Centre-ground voters still hold the key to winning elections, former prime minister Tony Blair has said.
In comments which will be seen as a warning to Labour over its move to the left under Jeremy Corbyn, the party’s former leader warned against populist policies which play to voters’ anger.
And he admitted that he felt “a little bit of anxiety” over the upcoming presidential election in the USA, which has seen an upsurge in support for candidates from the right and left of the political spectrum, including Donald Trump and Bernie Sanders.
Asked whether he believed the kind of “centrist” politics he represented was now dead, Mr Blair told Fox Business: “No, but I think if the centre is not muscular then the extremes gain.
“That’s why centrist politics should not be a soggy compromise between left and right.
“It’s got to have a series of tough policies that meet the concerns and anxieties of people but do so in a way that’s sensible. A lot of the populism, left and right, is very good at playing to people’s anger, but it doesn’t actually provide answers. And in the end it’s answers that create the right type of future for our countries. You see this in the US, you see it in the UK, you see it all over.”

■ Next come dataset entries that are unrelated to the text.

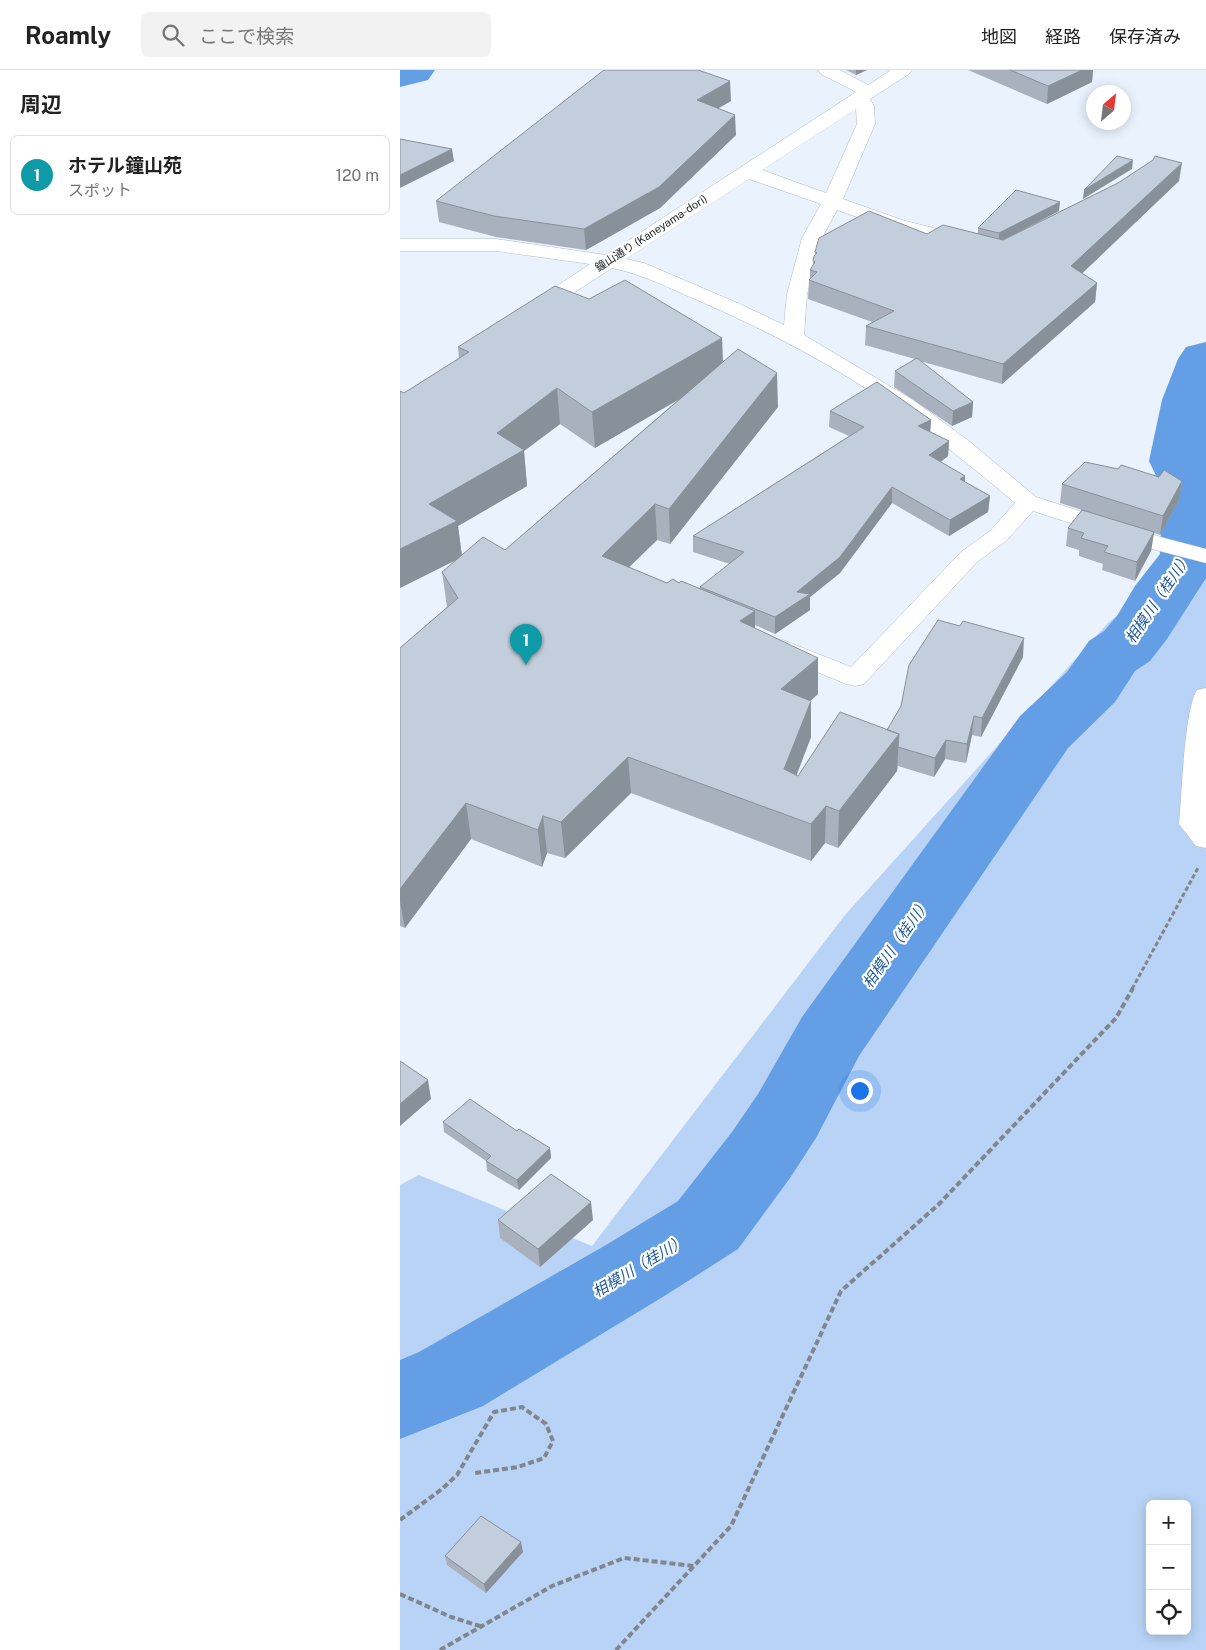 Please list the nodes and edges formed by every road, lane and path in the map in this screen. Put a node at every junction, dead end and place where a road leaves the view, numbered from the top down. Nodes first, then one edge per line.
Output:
1 (827, 70) edge
2 (903, 70) edge
3 (865, 94) junction
4 (746, 171) junction
5 (831, 203) junction
6 (400, 245) edge
7 (982, 246) edge
8 (608, 261) junction
9 (520, 319) edge
10 (794, 338) junction
11 (1028, 502) junction
12 (1206, 556) edge
13 (763, 640) edge
14 (1206, 696) edge
15 (1206, 839) edge
16 (1200, 865) dead end
17 (475, 1473) dead end
18 (400, 1520) edge
19 (694, 1566) junction
20 (400, 1594) edge
21 (483, 1627) junction
22 (440, 1650) edge
23 (616, 1650) edge

1 - 3 street
2 - 3 street, 鐘山通り (Kaneyama-dori)
3 - 4 street, 鐘山通り (Kaneyama-dori)
3 - 5 street
4 - 5 street
4 - 8 street, 鐘山通り (Kaneyama-dori)
5 - 7 street
5 - 10 street
6 - 8 street
8 - 9 street, 鐘山通り (Kaneyama-dori)
8 - 10 street
10 - 11 street
11 - 12 street
11 - 13 street
14 - 15 street
16 - 19 path
17 - 18 path
19 - 21 path
19 - 23 path
20 - 21 path
21 - 22 path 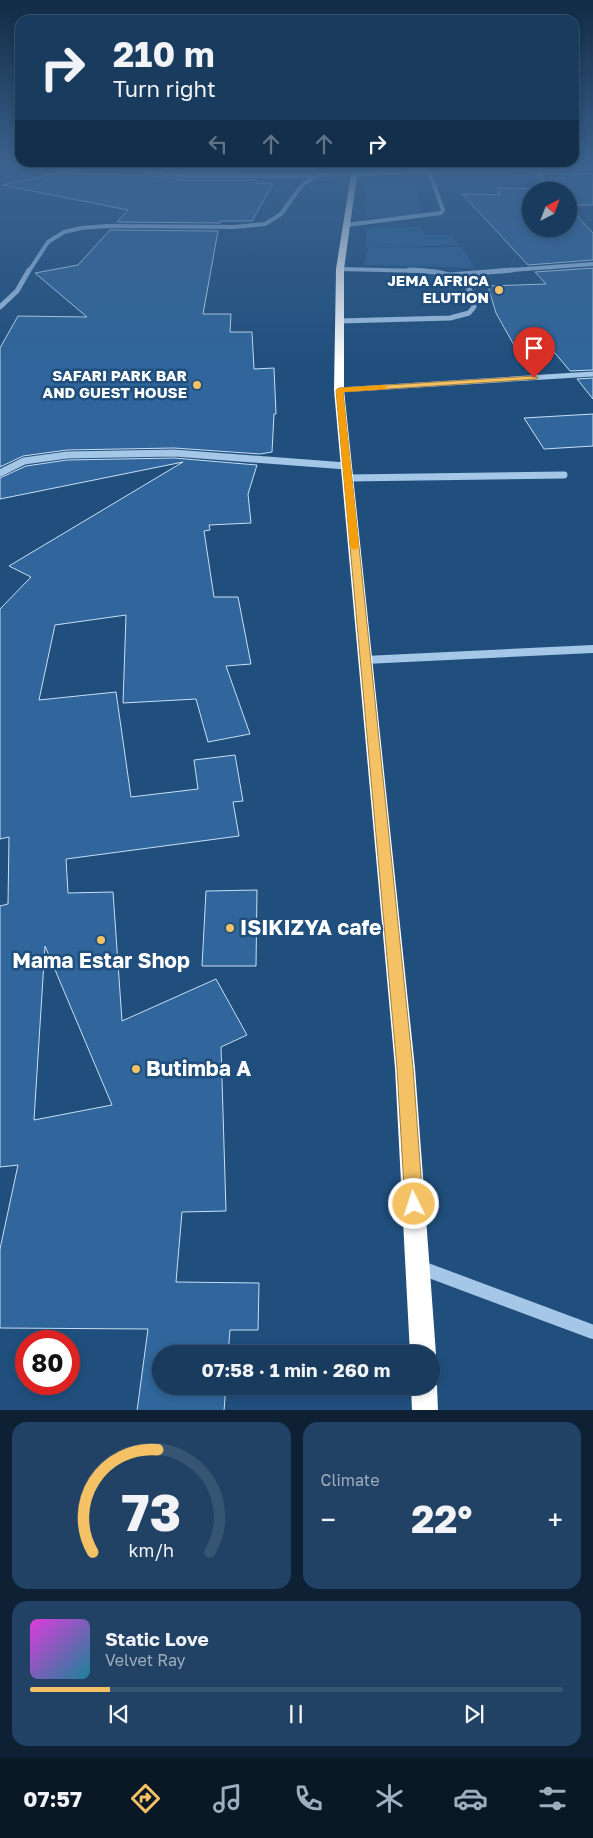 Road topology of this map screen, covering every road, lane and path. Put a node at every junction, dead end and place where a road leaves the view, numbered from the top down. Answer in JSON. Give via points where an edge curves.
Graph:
{"nodes":[{"id":1,"x":63,"y":234,"type":"edge"},
{"id":2,"x":345,"y":234,"type":"edge"},
{"id":3,"x":593,"y":264,"type":"edge"},
{"id":4,"x":340,"y":269,"type":"junction"},
{"id":5,"x":447,"y":275,"type":"junction"},
{"id":6,"x":0,"y":307,"type":"edge"},
{"id":7,"x":339,"y":320,"type":"junction"},
{"id":8,"x":593,"y":374,"type":"edge"},
{"id":9,"x":339,"y":390,"type":"junction"},
{"id":10,"x":347,"y":472,"type":"junction"},
{"id":11,"x":0,"y":473,"type":"edge"},
{"id":12,"x":564,"y":475,"type":"dead end"},
{"id":13,"x":593,"y":649,"type":"edge"},
{"id":14,"x":366,"y":660,"type":"junction"},
{"id":15,"x":418,"y":1267,"type":"junction"},
{"id":16,"x":593,"y":1332,"type":"edge"},
{"id":17,"x":422,"y":1345,"type":"edge"},
{"id":18,"x":424,"y":1395,"type":"edge"},
{"id":19,"x":425,"y":1410,"type":"edge"}],
"edges":[{"from":1,"to":6,"type":"street","via":[[47,244],[15,295]]},
{"from":2,"to":4,"type":"highway"},
{"from":3,"to":5,"type":"street"},
{"from":4,"to":5,"type":"street"},
{"from":4,"to":7,"type":"highway"},
{"from":5,"to":7,"type":"street","via":[[469,288],[474,307],[469,313],[450,318]]},
{"from":7,"to":9,"type":"highway"},
{"from":8,"to":9,"type":"street"},
{"from":9,"to":10,"type":"highway"},
{"from":10,"to":11,"type":"street","via":[[164,453],[67,455],[24,461]]},
{"from":10,"to":12,"type":"street"},
{"from":10,"to":14,"type":"highway"},
{"from":13,"to":14,"type":"street"},
{"from":14,"to":15,"type":"highway","via":[[405,1068]]},
{"from":15,"to":16,"type":"street"},
{"from":15,"to":17,"type":"highway"},
{"from":18,"to":19,"type":"highway"}]}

Mr Blair added: “The only thing I feel in the end is that, when you look at the election results, the broad public - who in the end decide the result in a democracy - I still think that they are located more in the centre than people realise.”
The former PM said it would not be “sensible” for the UK to ban Mr Trump from visiting the country over his comments about Muslims, as a petition discussed this week in Parliament demanded. You can get petitions of half a million people on virtually anything nowadays,” said Mr Blair.
“However much I may disagree with what he says, I don’t think that would be a sensible course of action to take.
“We’re all watching your election in the US with a lot of interest and I’d say also a little bit of anxiety.
“It certainly makes for interesting viewing.”
Mr Trump remains the Republicans frontrunner ahead of the first primary, due to take place on February 1.